ハゲタカ出版社(3)

2015年12月14日。

ハゲタカ出版社についての記事についてのブログのその3。「potentially predatory」についての二回目。今度は、そのリストを示す。

scholarlyoa.com

自分が投稿した論文の出版社がリスト中にあって焦った研究者は多いであろう。これは、既に最初に書いた。もっとあおざめるのは、自分がそのような雑誌の編集局に名を連ねている様な場合であろう。また、行き過ぎた業績主義の話になるが、自分が論文を既に出版してしまっていた場合はお咎め無しで、以降に出版した場合は枚マナスポイントだが、「ハゲタカ出版社の出版する雑誌の論文刊行に携わっていた」から懲戒だ、などとなることは恐ろしい。私がアカハラに関して何度か述べていた「スケープゴートにされる」というものかも知れない。

前回に続いて、また具体的に名前を出します。はFrontiresというオープンアクセスの出版社がNature Publushing Group (NPG)に買収されたという記事です。一つは、既に前回述べたように、NPGだって「稼ぎたい」んだ、ってこと。
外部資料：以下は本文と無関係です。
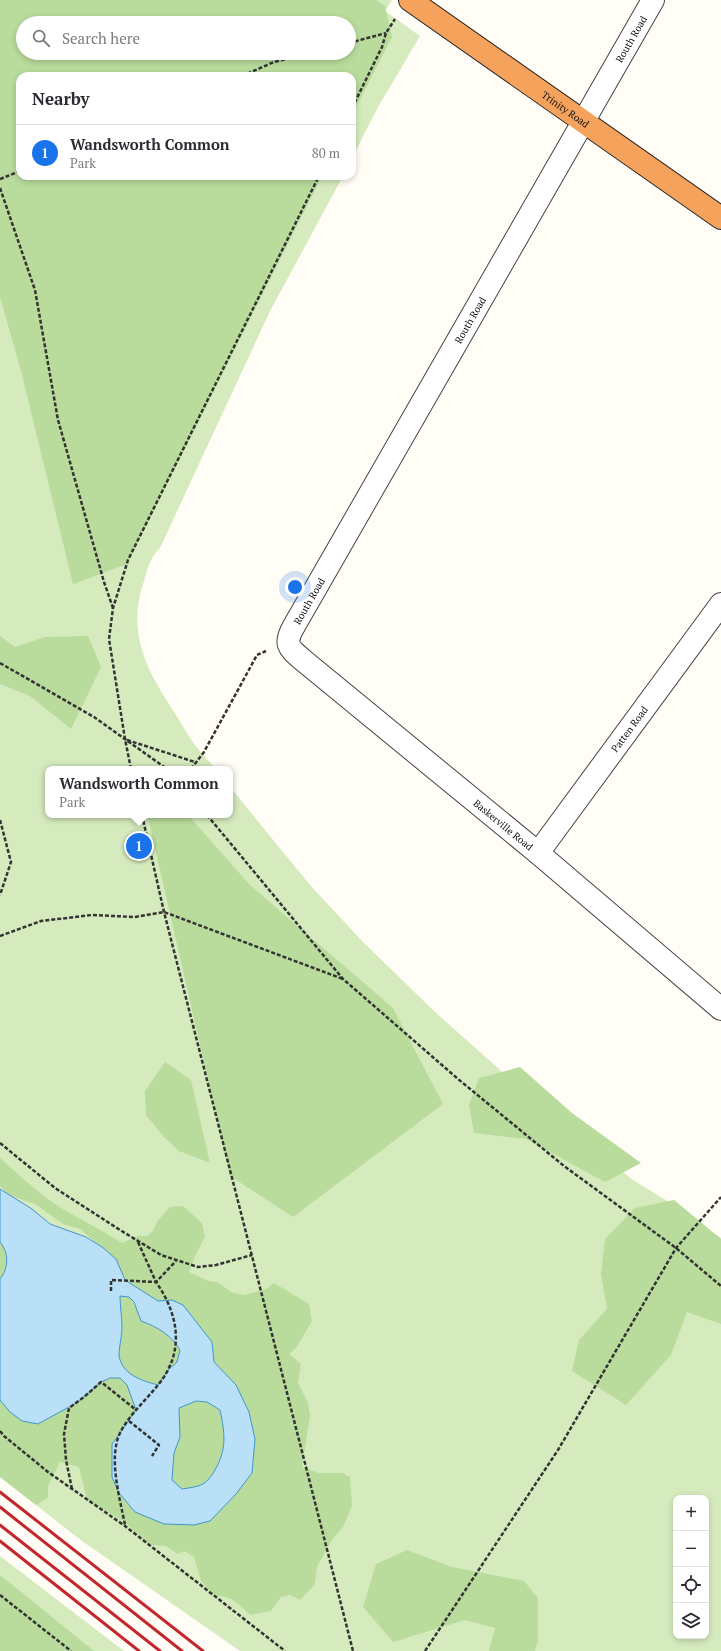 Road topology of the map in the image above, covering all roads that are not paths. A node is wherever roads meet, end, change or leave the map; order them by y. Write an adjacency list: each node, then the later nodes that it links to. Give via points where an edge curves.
1 (653, 0): 3 (street, Routh Road)
2 (404, 8): 3 (highway, Trinity Road)
3 (583, 121): 4 (highway, Trinity Road); 6 (street, Routh Road)
4 (721, 218)
5 (721, 604): 7 (street, Patten Road)
6 (288, 640): 7 (street, Baskerville Road, via 289,646 304,661)
7 (538, 854): 8 (street, Baskerville Road)
8 (721, 1009) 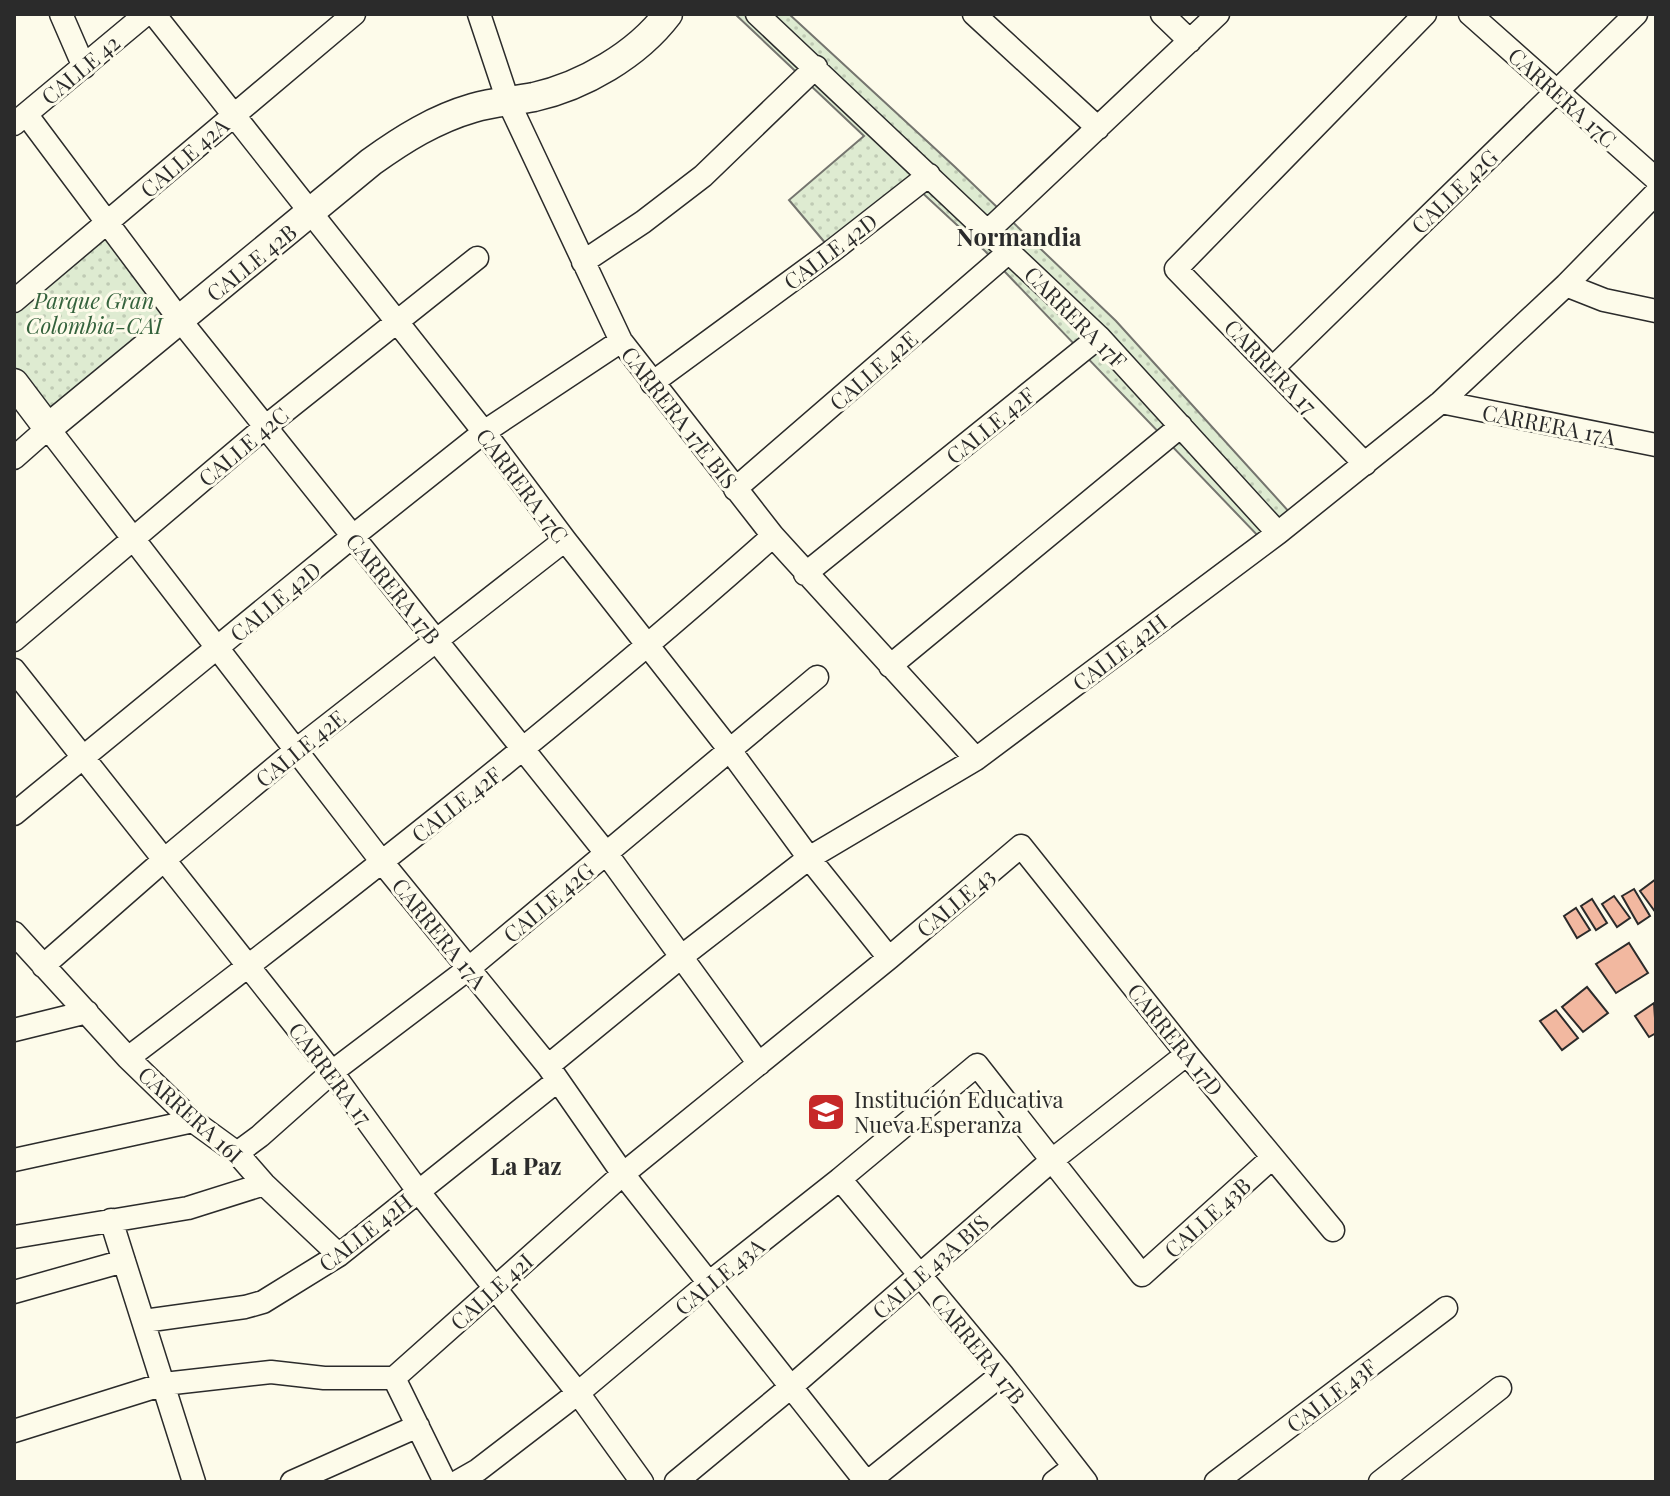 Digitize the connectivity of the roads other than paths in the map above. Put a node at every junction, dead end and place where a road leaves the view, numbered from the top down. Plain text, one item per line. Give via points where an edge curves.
1 (61, 14) edge
2 (146, 14) edge
3 (154, 14) edge
4 (354, 14) edge
5 (479, 14) edge
6 (668, 14) edge
7 (757, 14) edge
8 (974, 14) edge
9 (1162, 14) edge
10 (1218, 14) edge
11 (1425, 14) edge
12 (1470, 14) edge
13 (1636, 14) edge
14 (1190, 41) junction
15 (84, 67) junction
16 (816, 67) junction
17 (1555, 92) junction
18 (508, 101) junction
19 (232, 116) junction
20 (20, 119) edge
21 (1098, 128) junction
22 (929, 175) junction
23 (1656, 179) edge
24 (1656, 193) edge
25 (309, 214) junction
26 (107, 224) junction
27 (989, 230) junction
28 (1010, 251) junction
29 (477, 258) dead end
30 (583, 262) junction
31 (1566, 285) junction
32 (14, 301) edge
33 (1656, 311) edge
34 (180, 320) junction
35 (395, 321) junction
36 (1099, 337) junction
37 (621, 341) junction
38 (1273, 368) junction
39 (14, 383) edge
40 (652, 383) junction
41 (1441, 402) junction
42 (1181, 426) junction
43 (265, 427) junction
44 (48, 428) junction
45 (484, 432) junction
46 (1656, 445) edge
47 (14, 458) edge
48 (1365, 464) junction
49 (735, 489) junction
50 (1278, 533) junction
51 (773, 536) junction
52 (352, 537) junction
53 (135, 539) junction
54 (565, 540) junction
55 (805, 574) junction
56 (14, 640) edge
57 (437, 641) junction
58 (648, 647) junction
59 (218, 649) junction
60 (890, 666) junction
61 (14, 670) edge
62 (817, 677) dead end
63 (729, 749) junction
64 (296, 750) junction
65 (524, 750) junction
66 (82, 758) junction
67 (976, 759) junction
68 (14, 814) edge
69 (1021, 846) joint
70 (606, 853) junction
71 (809, 858) junction
72 (164, 860) junction
73 (382, 862) junction
74 (14, 933) edge
75 (681, 957) junction
76 (889, 958) junction
77 (43, 966) junction
78 (249, 967) junction
79 (468, 969) junction
80 (87, 1012) junction
81 (14, 1030) edge
82 (1187, 1054) junction
83 (128, 1058) junction
84 (759, 1064) junction
85 (332, 1072) junction
86 (552, 1073) junction
87 (193, 1121) junction
88 (237, 1153) junction
89 (1272, 1158) junction
90 (14, 1160) edge
91 (1051, 1161) junction
92 (623, 1174) junction
93 (840, 1179) junction
94 (264, 1184) junction
95 (418, 1191) junction
96 (111, 1220) junction
97 (1333, 1230) dead end
98 (14, 1237) edge
99 (339, 1255) junction
100 (124, 1261) junction
101 (920, 1275) junction
102 (710, 1282) junction
103 (495, 1287) junction
104 (14, 1292) edge
105 (1446, 1308) dead end
106 (144, 1321) junction
107 (1002, 1374) junction
108 (394, 1378) junction
109 (164, 1384) junction
110 (792, 1386) junction
111 (1500, 1388) dead end
112 (578, 1393) junction
113 (418, 1426) junction
114 (14, 1431) edge
115 (1080, 1475) edge
116 (301, 1481) edge
117 (194, 1482) edge
118 (445, 1482) edge
119 (457, 1482) edge
120 (642, 1482) edge
121 (676, 1482) edge
122 (867, 1482) edge
123 (1054, 1482) edge
124 (1216, 1482) edge
125 (1380, 1482) edge

1 - 15 street
2 - 15 street, CALLE 42
3 - 19 street, CARRERA 17C
4 - 19 street, CALLE 42A
5 - 18 street, CARRERA 17E BIS
6 - 18 street via 623,56 588,77 559,90
7 - 16 street, CARRERA 17F
8 - 21 street
9 - 14 street
10 - 14 street
11 - 38 street, CARRERA 17 via 1176,269
12 - 17 street, CARRERA 17C
13 - 17 street, CALLE 42G
14 - 21 street
15 - 20 street, CALLE 42
16 - 22 street, CARRERA 17F
16 - 30 street via 703,176
17 - 23 street, CARRERA 17C
17 - 38 street, CALLE 42G
18 - 25 street, CALLE 42B via 473,108 407,136
18 - 30 street, CARRERA 17E BIS
19 - 25 street, CARRERA 17C
19 - 26 street, CALLE 42A
20 - 26 street, CARRERA 17B
21 - 27 street
22 - 27 street, CARRERA 17F
22 - 40 street, CALLE 42D
24 - 31 street, CALLE 42H
25 - 34 street, CALLE 42B
25 - 35 street, CARRERA 17C
26 - 32 street, CALLE 42A
26 - 34 street, CARRERA 17B
27 - 28 street, CARRERA 17F
28 - 36 street, CARRERA 17F
28 - 49 street, CALLE 42E
29 - 35 street, CALLE 42C
30 - 37 street, CARRERA 17E BIS
31 - 33 street
31 - 41 street, CALLE 42H
34 - 43 street, CARRERA 17B
34 - 44 street, CALLE 42B
35 - 43 street, CALLE 42C
35 - 45 street, CARRERA 17C
36 - 42 street, CARRERA 17F
36 - 55 street, CALLE 42F
37 - 40 street, CARRERA 17E BIS
37 - 45 street, CALLE 42D
38 - 48 street, CARRERA 17
39 - 44 street, CARRERA 17A
40 - 49 street, CARRERA 17E BIS
41 - 46 street, CARRERA 17A
41 - 48 street, CALLE 42H
42 - 50 street, CARRERA 17F
42 - 60 street
43 - 52 street, CARRERA 17B
43 - 53 street, CALLE 42C
44 - 47 street, CALLE 42B
44 - 53 street, CARRERA 17A
45 - 52 street, CALLE 42D
45 - 54 street, CARRERA 17C
48 - 50 street, CALLE 42H
49 - 51 street, CARRERA 17E BIS
50 - 67 street, CALLE 42H
51 - 55 street, CARRERA 17E BIS
51 - 58 street, CALLE 42F
52 - 57 street, CARRERA 17B
52 - 59 street, CALLE 42D
53 - 56 street, CALLE 42C
53 - 59 street, CARRERA 17A
54 - 57 street, CALLE 42E
54 - 58 street, CARRERA 17C
55 - 60 street, CARRERA 17E BIS
57 - 64 street, CALLE 42E
57 - 65 street, CARRERA 17B
58 - 63 street, CARRERA 17C
58 - 65 street, CALLE 42F
59 - 64 street, CARRERA 17A
59 - 66 street, CALLE 42D
60 - 67 street, CARRERA 17E BIS
61 - 66 street, CARRERA 17
62 - 63 street, CALLE 42G
63 - 70 street, CALLE 42G
63 - 71 street, CARRERA 17C
64 - 72 street, CALLE 42E
64 - 73 street, CARRERA 17A
65 - 70 street, CARRERA 17B
65 - 73 street, CALLE 42F
66 - 68 street, CALLE 42D
66 - 72 street, CARRERA 17
67 - 71 street, CALLE 42H
69 - 76 street, CALLE 43
69 - 82 street, CARRERA 17D
70 - 75 street, CARRERA 17B
70 - 79 street, CALLE 42G
71 - 75 street, CALLE 42H
71 - 76 street, CARRERA 17C
72 - 77 street, CALLE 42E
72 - 78 street, CARRERA 17
73 - 78 street, CALLE 42F
73 - 79 street, CARRERA 17A
74 - 77 street, CARRERA 16I
75 - 84 street, CARRERA 17B
75 - 86 street, CALLE 42H
76 - 84 street, CALLE 42I
77 - 80 street, CARRERA 16I
78 - 83 street, CALLE 42F
78 - 85 street, CARRERA 17
79 - 85 street, CALLE 42G
79 - 86 street, CARRERA 17A
80 - 81 street
80 - 83 street, CARRERA 16I
82 - 89 street, CARRERA 17D
82 - 91 street, CALLE 43A BIS
83 - 87 street, CARRERA 16I
84 - 92 street, CALLE 42I
85 - 88 street, CALLE 42G
85 - 95 street, CARRERA 17
86 - 92 street, CARRERA 17A
86 - 95 street, CALLE 42H
87 - 88 street, CARRERA 16I
87 - 90 street
88 - 94 street, CARRERA 16I
89 - 91 street, CALLE 43B via 1142,1275
89 - 97 street, CARRERA 17D
91 - 93 street, CALLE 43A via 977,1065
91 - 101 street, CALLE 43A BIS
92 - 102 street, CARRERA 17A
92 - 103 street, CALLE 42I
93 - 101 street, CARRERA 17B
93 - 102 street, CALLE 43A
94 - 96 street via 188,1208
94 - 99 street, CARRERA 16I
95 - 99 street, CALLE 42H
95 - 103 street, CARRERA 17
96 - 98 street
96 - 100 street
99 - 106 street, CALLE 42H via 263,1302
100 - 104 street
100 - 106 street
101 - 107 street, CARRERA 17B
101 - 110 street, CALLE 43A BIS
102 - 110 street, CARRERA 17A
102 - 112 street, CALLE 43A
103 - 108 street, CALLE 42I
103 - 112 street, CARRERA 17
105 - 124 street, CALLE 43F
106 - 109 street
107 - 115 street, CARRERA 17B
107 - 122 street
108 - 109 street via 271,1372
108 - 113 street
109 - 114 street
109 - 117 street
110 - 121 street, CALLE 43A BIS
110 - 122 street, CARRERA 17A
111 - 125 street
112 - 119 street, CALLE 43A
112 - 120 street, CARRERA 17
113 - 116 street
113 - 118 street
115 - 123 street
もう一つは、やはりリストはpotential predatory publishersのリストに過ぎないとうこと。potentialということで、潜在的にそのような方針に乗っ取られてしまう可能性のある出版社をリストしている訳。また、出版社がハゲタカの方針であっても、雑誌がその方針に乗っ取られてしまうとは限らない。後者が重要で、前回は著者が気を付けるべきだとの指摘をした。編集に関わっておられる方は、それにも増して、出版社のハゲタカ方針に操縦されてしまうことのないように。

リストの作者のコロラド大学の図書館司書のJeffrey Beallさんには、本来ならば単にpotential predatoryであるに過ぎないもかかわらず、このリストに乗っているために、ハゲタカのレッテルに従うしかなくなってしまうケースを排除することに力を尽くして頂きたい。尚、potential predatoryなジャーナルのリストと出版社のリストに齟齬がある様に見えるので、お互いにフィードバックを掛けならが、更新をして頂きたい。

具体的な出版社名を出したので、ついでにInTechについて言及。リストではInTech Openとなっいるが、同じurl。InTechから出版の本のチャプターを執筆した研究者は多いのではないだろうか? 国際会議プロシーディングがInTechから本として出版され、チャプターを執筆、というケースもあるよう。まず、論文とこれらは区別すべきだと思う。前者について言及。レビュー的なものを書きたいが、自分で一冊の本を書くのは大変だという場合、チャプターとしてそれを出版するのは、いいでしょ。一般の雑誌のレビューセクションにレビュー論文を載せられれば、もちろんそれに越したことはない。そして、その雑誌が「レビュー論文は、無料でオープンアクセスオプションが付きます」ってしていれば、尚良い。そこまでうまい話がタイミングよく来るとは限らない。チャプター執筆の誘いでも、タイムリーならラッキー。そうでなければ、レビュー的な内容をオープンアクセス誌にって考えても当然かな(この場合も、あらかじめ掲載論文を十分に吟味する必要はありますね)。後者については、どうだろう。招待講演だったら出すべきという考えもある。出版社が国際会議のスポンサーの場合は・・・、など多様なケースが考えられる。